▶ _YOUR OBJECTIVE_:
The expected output is the data itself, duplicated in full.

┄┄┄┄┄┄┄┄┄┄┄┄┄┄┄┄┄┄┄┄

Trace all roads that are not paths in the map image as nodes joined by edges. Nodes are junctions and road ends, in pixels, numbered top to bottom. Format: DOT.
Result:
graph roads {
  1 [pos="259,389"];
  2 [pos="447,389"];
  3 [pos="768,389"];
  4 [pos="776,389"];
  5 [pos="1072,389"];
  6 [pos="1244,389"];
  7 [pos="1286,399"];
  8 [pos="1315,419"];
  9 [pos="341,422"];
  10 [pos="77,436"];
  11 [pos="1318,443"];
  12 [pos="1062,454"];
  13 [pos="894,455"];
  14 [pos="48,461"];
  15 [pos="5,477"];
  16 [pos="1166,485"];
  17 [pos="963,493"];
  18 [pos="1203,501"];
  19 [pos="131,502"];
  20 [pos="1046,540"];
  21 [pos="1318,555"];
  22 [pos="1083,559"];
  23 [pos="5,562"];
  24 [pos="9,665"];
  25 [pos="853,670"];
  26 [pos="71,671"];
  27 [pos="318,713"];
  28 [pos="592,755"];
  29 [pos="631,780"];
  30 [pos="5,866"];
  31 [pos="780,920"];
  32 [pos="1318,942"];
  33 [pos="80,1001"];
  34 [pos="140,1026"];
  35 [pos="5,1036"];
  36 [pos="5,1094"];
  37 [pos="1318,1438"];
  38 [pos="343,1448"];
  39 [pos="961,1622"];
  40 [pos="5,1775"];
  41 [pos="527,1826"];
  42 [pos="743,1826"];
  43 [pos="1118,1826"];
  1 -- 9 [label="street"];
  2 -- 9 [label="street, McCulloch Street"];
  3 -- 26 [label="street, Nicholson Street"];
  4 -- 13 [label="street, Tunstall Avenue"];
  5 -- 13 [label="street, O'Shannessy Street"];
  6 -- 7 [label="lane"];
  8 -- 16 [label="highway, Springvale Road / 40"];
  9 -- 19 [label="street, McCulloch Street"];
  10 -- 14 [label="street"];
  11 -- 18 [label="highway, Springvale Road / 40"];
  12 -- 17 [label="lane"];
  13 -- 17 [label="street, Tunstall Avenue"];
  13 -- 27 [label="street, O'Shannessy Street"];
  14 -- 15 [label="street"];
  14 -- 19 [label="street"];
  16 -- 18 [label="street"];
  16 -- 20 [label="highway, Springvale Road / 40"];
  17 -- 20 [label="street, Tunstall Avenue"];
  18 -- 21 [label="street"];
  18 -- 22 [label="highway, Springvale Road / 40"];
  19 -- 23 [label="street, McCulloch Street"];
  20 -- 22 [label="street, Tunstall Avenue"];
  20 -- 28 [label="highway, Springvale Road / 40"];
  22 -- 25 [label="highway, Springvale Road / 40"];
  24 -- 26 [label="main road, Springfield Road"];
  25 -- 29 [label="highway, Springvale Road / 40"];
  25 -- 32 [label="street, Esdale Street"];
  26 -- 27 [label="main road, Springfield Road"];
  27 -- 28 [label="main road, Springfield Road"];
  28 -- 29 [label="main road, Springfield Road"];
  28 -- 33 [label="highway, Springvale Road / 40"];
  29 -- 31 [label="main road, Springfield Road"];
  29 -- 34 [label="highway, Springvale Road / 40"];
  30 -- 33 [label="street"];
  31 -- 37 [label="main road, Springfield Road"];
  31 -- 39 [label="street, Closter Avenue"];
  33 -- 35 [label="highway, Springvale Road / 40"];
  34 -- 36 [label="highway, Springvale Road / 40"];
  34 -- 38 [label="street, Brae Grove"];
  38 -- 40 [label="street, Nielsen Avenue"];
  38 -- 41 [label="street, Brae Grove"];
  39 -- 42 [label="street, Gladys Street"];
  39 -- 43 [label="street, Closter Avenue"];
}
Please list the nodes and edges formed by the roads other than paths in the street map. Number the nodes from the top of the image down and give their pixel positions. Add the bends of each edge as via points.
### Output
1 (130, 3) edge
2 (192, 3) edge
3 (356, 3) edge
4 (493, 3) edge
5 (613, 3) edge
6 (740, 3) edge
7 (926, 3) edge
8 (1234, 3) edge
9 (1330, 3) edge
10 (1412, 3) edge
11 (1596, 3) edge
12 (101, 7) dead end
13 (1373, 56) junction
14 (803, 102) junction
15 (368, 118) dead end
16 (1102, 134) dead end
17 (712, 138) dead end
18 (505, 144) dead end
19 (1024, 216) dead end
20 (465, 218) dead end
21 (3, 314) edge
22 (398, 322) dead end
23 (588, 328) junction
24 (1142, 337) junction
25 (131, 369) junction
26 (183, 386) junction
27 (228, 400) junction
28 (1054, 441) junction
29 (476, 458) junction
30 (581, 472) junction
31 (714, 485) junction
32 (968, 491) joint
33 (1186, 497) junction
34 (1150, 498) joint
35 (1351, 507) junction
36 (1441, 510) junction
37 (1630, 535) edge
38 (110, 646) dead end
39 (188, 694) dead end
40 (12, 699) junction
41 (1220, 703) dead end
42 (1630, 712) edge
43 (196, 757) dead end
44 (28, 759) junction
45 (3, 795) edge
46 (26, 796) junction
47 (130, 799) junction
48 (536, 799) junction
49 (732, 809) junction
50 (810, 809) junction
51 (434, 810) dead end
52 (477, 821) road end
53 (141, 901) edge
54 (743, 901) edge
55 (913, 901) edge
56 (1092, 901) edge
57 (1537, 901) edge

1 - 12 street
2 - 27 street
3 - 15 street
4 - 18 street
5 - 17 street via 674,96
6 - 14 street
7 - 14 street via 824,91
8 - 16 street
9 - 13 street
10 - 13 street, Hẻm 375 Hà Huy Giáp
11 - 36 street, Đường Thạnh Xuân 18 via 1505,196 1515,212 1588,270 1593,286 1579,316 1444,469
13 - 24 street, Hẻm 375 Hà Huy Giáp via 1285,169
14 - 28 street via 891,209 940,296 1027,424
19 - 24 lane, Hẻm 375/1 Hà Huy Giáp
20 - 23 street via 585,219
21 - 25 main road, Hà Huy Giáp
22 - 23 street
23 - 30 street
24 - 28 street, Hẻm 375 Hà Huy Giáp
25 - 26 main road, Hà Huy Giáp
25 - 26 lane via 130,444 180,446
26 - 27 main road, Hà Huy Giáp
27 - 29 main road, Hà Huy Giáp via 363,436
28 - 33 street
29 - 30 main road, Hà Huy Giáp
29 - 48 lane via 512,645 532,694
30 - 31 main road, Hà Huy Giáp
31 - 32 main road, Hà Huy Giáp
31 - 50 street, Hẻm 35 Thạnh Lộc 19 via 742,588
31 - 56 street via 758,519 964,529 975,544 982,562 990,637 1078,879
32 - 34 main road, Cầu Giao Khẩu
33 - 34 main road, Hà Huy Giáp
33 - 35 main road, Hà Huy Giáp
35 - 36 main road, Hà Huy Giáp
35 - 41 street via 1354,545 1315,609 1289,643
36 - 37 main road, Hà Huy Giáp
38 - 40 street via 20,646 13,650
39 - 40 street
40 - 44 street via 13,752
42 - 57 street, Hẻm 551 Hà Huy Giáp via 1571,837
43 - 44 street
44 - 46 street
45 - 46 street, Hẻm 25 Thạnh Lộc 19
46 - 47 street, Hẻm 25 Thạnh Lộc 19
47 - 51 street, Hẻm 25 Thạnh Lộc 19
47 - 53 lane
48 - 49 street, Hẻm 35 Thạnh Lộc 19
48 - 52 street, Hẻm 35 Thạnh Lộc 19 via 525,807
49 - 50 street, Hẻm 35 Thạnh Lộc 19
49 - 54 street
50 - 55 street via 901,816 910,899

┄┄┄┄┄┄┄┄┄┄┄┄┄┄┄┄┄┄┄┄

▶ _REPLY TO THE EXERCISE_:
Trace all roads that are not paths in the map image as nodes joined by edges. Nodes are junctions and road ends, in pixels, numbered top to bottom. Format: DOT.
Result:
graph roads {
  1 [pos="259,389"];
  2 [pos="447,389"];
  3 [pos="768,389"];
  4 [pos="776,389"];
  5 [pos="1072,389"];
  6 [pos="1244,389"];
  7 [pos="1286,399"];
  8 [pos="1315,419"];
  9 [pos="341,422"];
  10 [pos="77,436"];
  11 [pos="1318,443"];
  12 [pos="1062,454"];
  13 [pos="894,455"];
  14 [pos="48,461"];
  15 [pos="5,477"];
  16 [pos="1166,485"];
  17 [pos="963,493"];
  18 [pos="1203,501"];
  19 [pos="131,502"];
  20 [pos="1046,540"];
  21 [pos="1318,555"];
  22 [pos="1083,559"];
  23 [pos="5,562"];
  24 [pos="9,665"];
  25 [pos="853,670"];
  26 [pos="71,671"];
  27 [pos="318,713"];
  28 [pos="592,755"];
  29 [pos="631,780"];
  30 [pos="5,866"];
  31 [pos="780,920"];
  32 [pos="1318,942"];
  33 [pos="80,1001"];
  34 [pos="140,1026"];
  35 [pos="5,1036"];
  36 [pos="5,1094"];
  37 [pos="1318,1438"];
  38 [pos="343,1448"];
  39 [pos="961,1622"];
  40 [pos="5,1775"];
  41 [pos="527,1826"];
  42 [pos="743,1826"];
  43 [pos="1118,1826"];
  1 -- 9 [label="street"];
  2 -- 9 [label="street, McCulloch Street"];
  3 -- 26 [label="street, Nicholson Street"];
  4 -- 13 [label="street, Tunstall Avenue"];
  5 -- 13 [label="street, O'Shannessy Street"];
  6 -- 7 [label="lane"];
  8 -- 16 [label="highway, Springvale Road / 40"];
  9 -- 19 [label="street, McCulloch Street"];
  10 -- 14 [label="street"];
  11 -- 18 [label="highway, Springvale Road / 40"];
  12 -- 17 [label="lane"];
  13 -- 17 [label="street, Tunstall Avenue"];
  13 -- 27 [label="street, O'Shannessy Street"];
  14 -- 15 [label="street"];
  14 -- 19 [label="street"];
  16 -- 18 [label="street"];
  16 -- 20 [label="highway, Springvale Road / 40"];
  17 -- 20 [label="street, Tunstall Avenue"];
  18 -- 21 [label="street"];
  18 -- 22 [label="highway, Springvale Road / 40"];
  19 -- 23 [label="street, McCulloch Street"];
  20 -- 22 [label="street, Tunstall Avenue"];
  20 -- 28 [label="highway, Springvale Road / 40"];
  22 -- 25 [label="highway, Springvale Road / 40"];
  24 -- 26 [label="main road, Springfield Road"];
  25 -- 29 [label="highway, Springvale Road / 40"];
  25 -- 32 [label="street, Esdale Street"];
  26 -- 27 [label="main road, Springfield Road"];
  27 -- 28 [label="main road, Springfield Road"];
  28 -- 29 [label="main road, Springfield Road"];
  28 -- 33 [label="highway, Springvale Road / 40"];
  29 -- 31 [label="main road, Springfield Road"];
  29 -- 34 [label="highway, Springvale Road / 40"];
  30 -- 33 [label="street"];
  31 -- 37 [label="main road, Springfield Road"];
  31 -- 39 [label="street, Closter Avenue"];
  33 -- 35 [label="highway, Springvale Road / 40"];
  34 -- 36 [label="highway, Springvale Road / 40"];
  34 -- 38 [label="street, Brae Grove"];
  38 -- 40 [label="street, Nielsen Avenue"];
  38 -- 41 [label="street, Brae Grove"];
  39 -- 42 [label="street, Gladys Street"];
  39 -- 43 [label="street, Closter Avenue"];
}
Please list the nodes and edges formed by the roads other than paths in the street map. Number the nodes from the top of the image down and give their pixel positions. Add the bends of each edge as via points.
### Output
1 (130, 3) edge
2 (192, 3) edge
3 (356, 3) edge
4 (493, 3) edge
5 (613, 3) edge
6 (740, 3) edge
7 (926, 3) edge
8 (1234, 3) edge
9 (1330, 3) edge
10 (1412, 3) edge
11 (1596, 3) edge
12 (101, 7) dead end
13 (1373, 56) junction
14 (803, 102) junction
15 (368, 118) dead end
16 (1102, 134) dead end
17 (712, 138) dead end
18 (505, 144) dead end
19 (1024, 216) dead end
20 (465, 218) dead end
21 (3, 314) edge
22 (398, 322) dead end
23 (588, 328) junction
24 (1142, 337) junction
25 (131, 369) junction
26 (183, 386) junction
27 (228, 400) junction
28 (1054, 441) junction
29 (476, 458) junction
30 (581, 472) junction
31 (714, 485) junction
32 (968, 491) joint
33 (1186, 497) junction
34 (1150, 498) joint
35 (1351, 507) junction
36 (1441, 510) junction
37 (1630, 535) edge
38 (110, 646) dead end
39 (188, 694) dead end
40 (12, 699) junction
41 (1220, 703) dead end
42 (1630, 712) edge
43 (196, 757) dead end
44 (28, 759) junction
45 (3, 795) edge
46 (26, 796) junction
47 (130, 799) junction
48 (536, 799) junction
49 (732, 809) junction
50 (810, 809) junction
51 (434, 810) dead end
52 (477, 821) road end
53 (141, 901) edge
54 (743, 901) edge
55 (913, 901) edge
56 (1092, 901) edge
57 (1537, 901) edge

1 - 12 street
2 - 27 street
3 - 15 street
4 - 18 street
5 - 17 street via 674,96
6 - 14 street
7 - 14 street via 824,91
8 - 16 street
9 - 13 street
10 - 13 street, Hẻm 375 Hà Huy Giáp
11 - 36 street, Đường Thạnh Xuân 18 via 1505,196 1515,212 1588,270 1593,286 1579,316 1444,469
13 - 24 street, Hẻm 375 Hà Huy Giáp via 1285,169
14 - 28 street via 891,209 940,296 1027,424
19 - 24 lane, Hẻm 375/1 Hà Huy Giáp
20 - 23 street via 585,219
21 - 25 main road, Hà Huy Giáp
22 - 23 street
23 - 30 street
24 - 28 street, Hẻm 375 Hà Huy Giáp
25 - 26 main road, Hà Huy Giáp
25 - 26 lane via 130,444 180,446
26 - 27 main road, Hà Huy Giáp
27 - 29 main road, Hà Huy Giáp via 363,436
28 - 33 street
29 - 30 main road, Hà Huy Giáp
29 - 48 lane via 512,645 532,694
30 - 31 main road, Hà Huy Giáp
31 - 32 main road, Hà Huy Giáp
31 - 50 street, Hẻm 35 Thạnh Lộc 19 via 742,588
31 - 56 street via 758,519 964,529 975,544 982,562 990,637 1078,879
32 - 34 main road, Cầu Giao Khẩu
33 - 34 main road, Hà Huy Giáp
33 - 35 main road, Hà Huy Giáp
35 - 36 main road, Hà Huy Giáp
35 - 41 street via 1354,545 1315,609 1289,643
36 - 37 main road, Hà Huy Giáp
38 - 40 street via 20,646 13,650
39 - 40 street
40 - 44 street via 13,752
42 - 57 street, Hẻm 551 Hà Huy Giáp via 1571,837
43 - 44 street
44 - 46 street
45 - 46 street, Hẻm 25 Thạnh Lộc 19
46 - 47 street, Hẻm 25 Thạnh Lộc 19
47 - 51 street, Hẻm 25 Thạnh Lộc 19
47 - 53 lane
48 - 49 street, Hẻm 35 Thạnh Lộc 19
48 - 52 street, Hẻm 35 Thạnh Lộc 19 via 525,807
49 - 50 street, Hẻm 35 Thạnh Lộc 19
49 - 54 street
50 - 55 street via 901,816 910,899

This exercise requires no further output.